# Profile Likelihood for the SARS-CoV-2 variant model

Compute the profile likelihood with data restricted such that $t \leq t_{\max}$.

In [None]:
%matplotlib inline
import matplotlib.pyplot as plt
import numpy as np
import re
import scipy.stats as sts
import xml.etree.ElementTree as ET
import pickle
import glob
import os
from scipy.interpolate import UnivariateSpline
from scipy.optimize import minimize_scalar, root_scalar
import json


import sys, importlib
sys.path.append("..")
from evpytools import evplot
from evpytools import auxiliary as aux
from evpytools import definitions as defn
for mod in [evplot, aux, defn]:
    importlib.reload(mod)

In [None]:
plt.rcParams.update({'font.size' : 18})

In [None]:
dupl = 5 ## number of repeated LL estimates at end of IPF

sigmas = np.linspace(-0.1, 0.8, 19)

#tmaxs = np.linspace(355, 439, 7)
#filename_base = "../data/out/ipf_result-sars_model_Netherlands-B.1.351"
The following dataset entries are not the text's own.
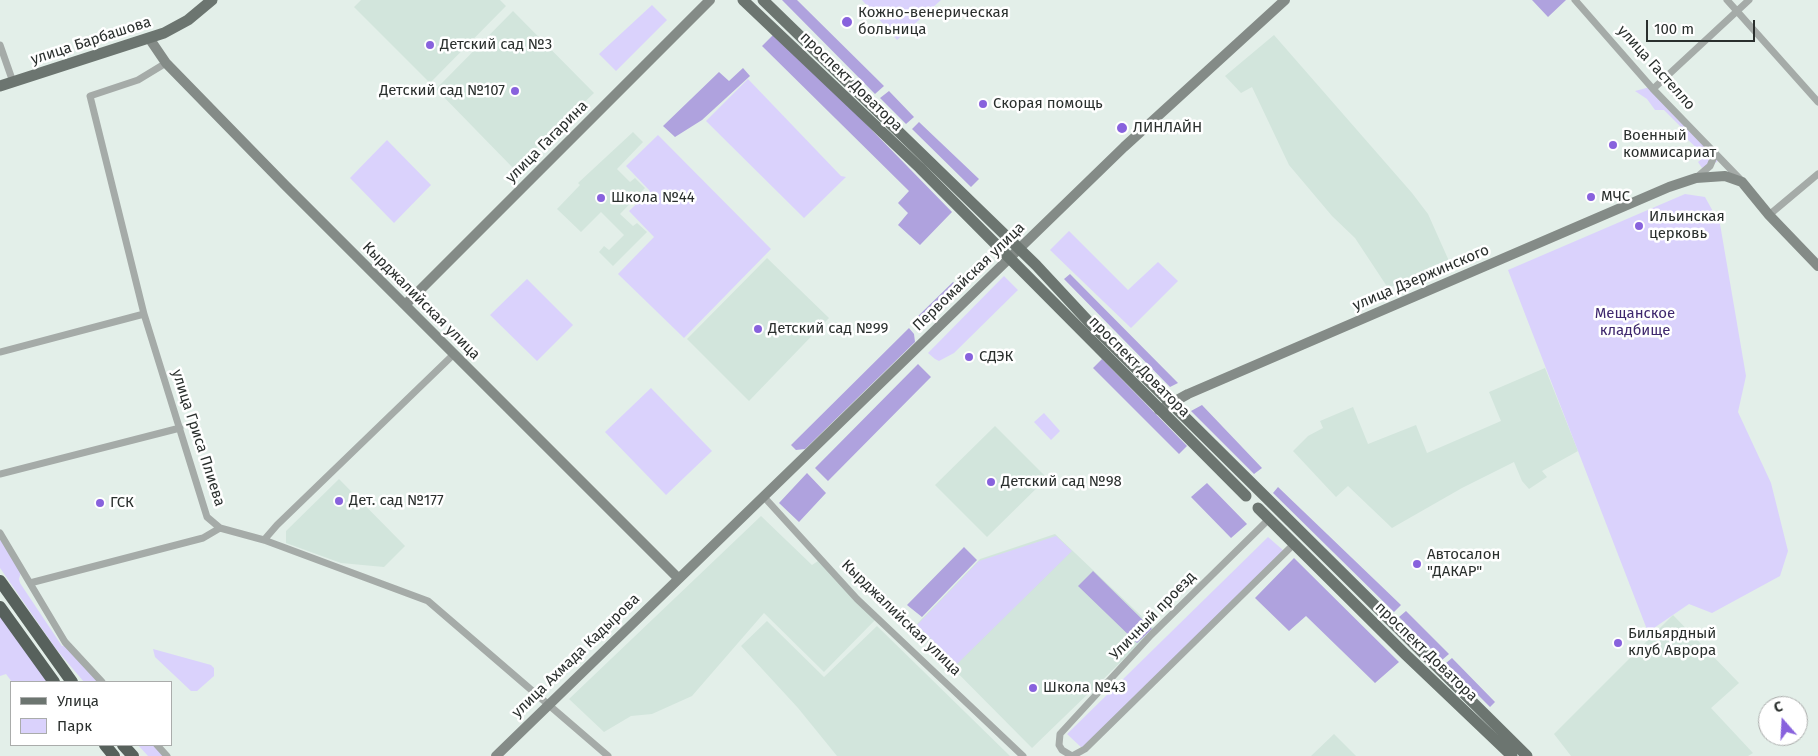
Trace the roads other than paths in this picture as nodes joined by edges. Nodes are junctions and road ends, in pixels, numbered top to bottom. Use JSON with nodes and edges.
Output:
{"nodes":[{"id":1,"x":212,"y":0,"type":"edge"},
{"id":2,"x":710,"y":0,"type":"edge"},
{"id":3,"x":743,"y":0,"type":"edge"},
{"id":4,"x":763,"y":0,"type":"edge"},
{"id":5,"x":1285,"y":0,"type":"edge"},
{"id":6,"x":1575,"y":0,"type":"edge"},
{"id":7,"x":1728,"y":0,"type":"edge"},
{"id":8,"x":1749,"y":0,"type":"edge"},
{"id":9,"x":1738,"y":10,"type":"junction"},
{"id":10,"x":149,"y":38,"type":"junction"},
{"id":11,"x":0,"y":45,"type":"edge"},
{"id":12,"x":166,"y":63,"type":"junction"},
{"id":13,"x":13,"y":82,"type":"junction"},
{"id":14,"x":0,"y":86,"type":"edge"},
{"id":15,"x":1653,"y":89,"type":"junction"},
{"id":16,"x":1818,"y":102,"type":"edge"},
{"id":17,"x":1712,"y":152,"type":"junction"},
{"id":18,"x":1818,"y":174,"type":"edge"},
{"id":19,"x":1696,"y":178,"type":"junction"},
{"id":20,"x":1742,"y":182,"type":"junction"},
{"id":21,"x":1769,"y":215,"type":"junction"},
{"id":22,"x":1019,"y":249,"type":"junction"},
{"id":23,"x":1009,"y":258,"type":"junction"},
{"id":24,"x":1818,"y":266,"type":"edge"},
{"id":25,"x":405,"y":305,"type":"junction"},
{"id":26,"x":144,"y":314,"type":"junction"},
{"id":27,"x":0,"y":352,"type":"edge"},
{"id":28,"x":453,"y":355,"type":"junction"},
{"id":29,"x":1170,"y":404,"type":"junction"},
{"id":30,"x":1159,"y":410,"type":"junction"},
{"id":31,"x":180,"y":428,"type":"junction"},
{"id":32,"x":0,"y":474,"type":"edge"},
{"id":33,"x":1246,"y":496,"type":"joint"},
{"id":34,"x":764,"y":497,"type":"junction"},
{"id":35,"x":1258,"y":508,"type":"joint"},
{"id":36,"x":1269,"y":519,"type":"junction"},
{"id":37,"x":220,"y":528,"type":"junction"},
{"id":38,"x":0,"y":533,"type":"edge"},
{"id":39,"x":264,"y":540,"type":"junction"},
{"id":40,"x":1294,"y":544,"type":"junction"},
{"id":41,"x":678,"y":578,"type":"junction"},
{"id":42,"x":0,"y":581,"type":"edge"},
{"id":43,"x":30,"y":583,"type":"junction"},
{"id":44,"x":0,"y":607,"type":"edge"},
{"id":45,"x":53,"y":681,"type":"edge"},
{"id":46,"x":71,"y":681,"type":"edge"},
{"id":47,"x":101,"y":681,"type":"edge"},
{"id":48,"x":549,"y":703,"type":"junction"},
{"id":49,"x":106,"y":746,"type":"edge"},
{"id":50,"x":124,"y":746,"type":"edge"},
{"id":51,"x":158,"y":746,"type":"edge"},
{"id":52,"x":114,"y":756,"type":"edge"},
{"id":53,"x":133,"y":756,"type":"edge"},
{"id":54,"x":167,"y":756,"type":"edge"},
{"id":55,"x":496,"y":756,"type":"edge"},
{"id":56,"x":608,"y":756,"type":"edge"},
{"id":57,"x":1023,"y":756,"type":"edge"},
{"id":58,"x":1512,"y":756,"type":"edge"},
{"id":59,"x":1527,"y":756,"type":"edge"}],
"edges":[{"from":1,"to":10,"type":"main road","name":"улица Барбашова"},
{"from":2,"to":25,"type":"street","name":"улица Гагарина"},
{"from":3,"to":23,"type":"main road","name":"проспект Доватора"},
{"from":4,"to":22,"type":"main road","name":"проспект Доватора"},
{"from":5,"to":22,"type":"street","name":"Первомайская улица"},
{"from":6,"to":15,"type":"street","name":"улица Гастелло"},
{"from":7,"to":9,"type":"street"},
{"from":8,"to":9,"type":"street"},
{"from":9,"to":15,"type":"street"},
{"from":9,"to":16,"type":"street"},
{"from":10,"to":12,"type":"street","name":"Кырджалийская улица"},
{"from":10,"to":13,"type":"main road","name":"улица Барбашова"},
{"from":11,"to":13,"type":"street"},
{"from":12,"to":25,"type":"street","name":"Кырджалийская улица"},
{"from":12,"to":26,"type":"street","name":"улица Гриса Плиева"},
{"from":13,"to":14,"type":"main road","name":"улица Барбашова"},
{"from":15,"to":17,"type":"street","name":"улица Гастелло"},
{"from":17,"to":19,"type":"street","name":"улица Дзержинского"},
{"from":17,"to":20,"type":"street","name":"улица Гастелло"},
{"from":18,"to":21,"type":"street"},
{"from":19,"to":20,"type":"street","name":"улица Дзержинского"},
{"from":19,"to":29,"type":"street","name":"улица Дзержинского"},
{"from":20,"to":21,"type":"street","name":"улица Гастелло"},
{"from":21,"to":24,"type":"street","name":"улица Гастелло"},
{"from":22,"to":23,"type":"street","name":"Первомайская улица"},
{"from":22,"to":29,"type":"main road","name":"проспект Доватора"},
{"from":23,"to":30,"type":"main road","name":"проспект Доватора"},
{"from":23,"to":34,"type":"street","name":"Первомайская улица"},
{"from":25,"to":28,"type":"street","name":"Кырджалийская улица"},
{"from":26,"to":27,"type":"street"},
{"from":26,"to":31,"type":"street","name":"улица Гриса Плиева"},
{"from":28,"to":39,"type":"street"},
{"from":28,"to":41,"type":"street","name":"Кырджалийская улица"},
{"from":29,"to":30,"type":"street","name":"улица Дзержинского"},
{"from":29,"to":59,"type":"main road","name":"проспект Доватора"},
{"from":30,"to":33,"type":"main road","name":"проспект Доватора"},
{"from":31,"to":32,"type":"street"},
{"from":31,"to":37,"type":"street","name":"улица Гриса Плиева"},
{"from":33,"to":35,"type":"street","name":"проспект Доватора"},
{"from":34,"to":41,"type":"street","name":"Первомайская улица"},
{"from":34,"to":57,"type":"street","name":"Кырджалийская улица"},
{"from":35,"to":36,"type":"main road","name":"проспект Доватора"},
{"from":36,"to":40,"type":"main road","name":"проспект Доватора"},
{"from":36,"to":40,"type":"street","name":"Уличный проезд"},
{"from":37,"to":39,"type":"street","name":"улица Гриса Плиева"},
{"from":37,"to":43,"type":"street"},
{"from":38,"to":43,"type":"street"},
{"from":39,"to":48,"type":"street","name":"улица Гриса Плиева"},
{"from":40,"to":58,"type":"main road","name":"проспект Доватора"},
{"from":41,"to":48,"type":"street","name":"улица Ахмада Кадырова"},
{"from":42,"to":46,"type":"highway"},
{"from":43,"to":47,"type":"street"},
{"from":44,"to":45,"type":"highway"},
{"from":48,"to":55,"type":"street","name":"улица Ахмада Кадырова"},
{"from":48,"to":56,"type":"street","name":"улица Гриса Плиева"},
{"from":49,"to":52,"type":"highway"},
{"from":50,"to":53,"type":"highway"},
{"from":51,"to":54,"type":"street"}]}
tmaxs = np.linspace(278, 362, 7)
filename_base = "../data/out/ipf_result-sars_model_United_Kingdom-B.1.1.7"

#tmaxs = np.linspace(326, 438, 9)
#filename_base = "../data/out/ipf_result-sars_model_Netherlands-B.1.1.7"


filenames = [[f"{filename_base}_tmax={tmax:g}_sigma={sigma:g}.xml" 
              for sigma in sigmas] for tmax in tmaxs]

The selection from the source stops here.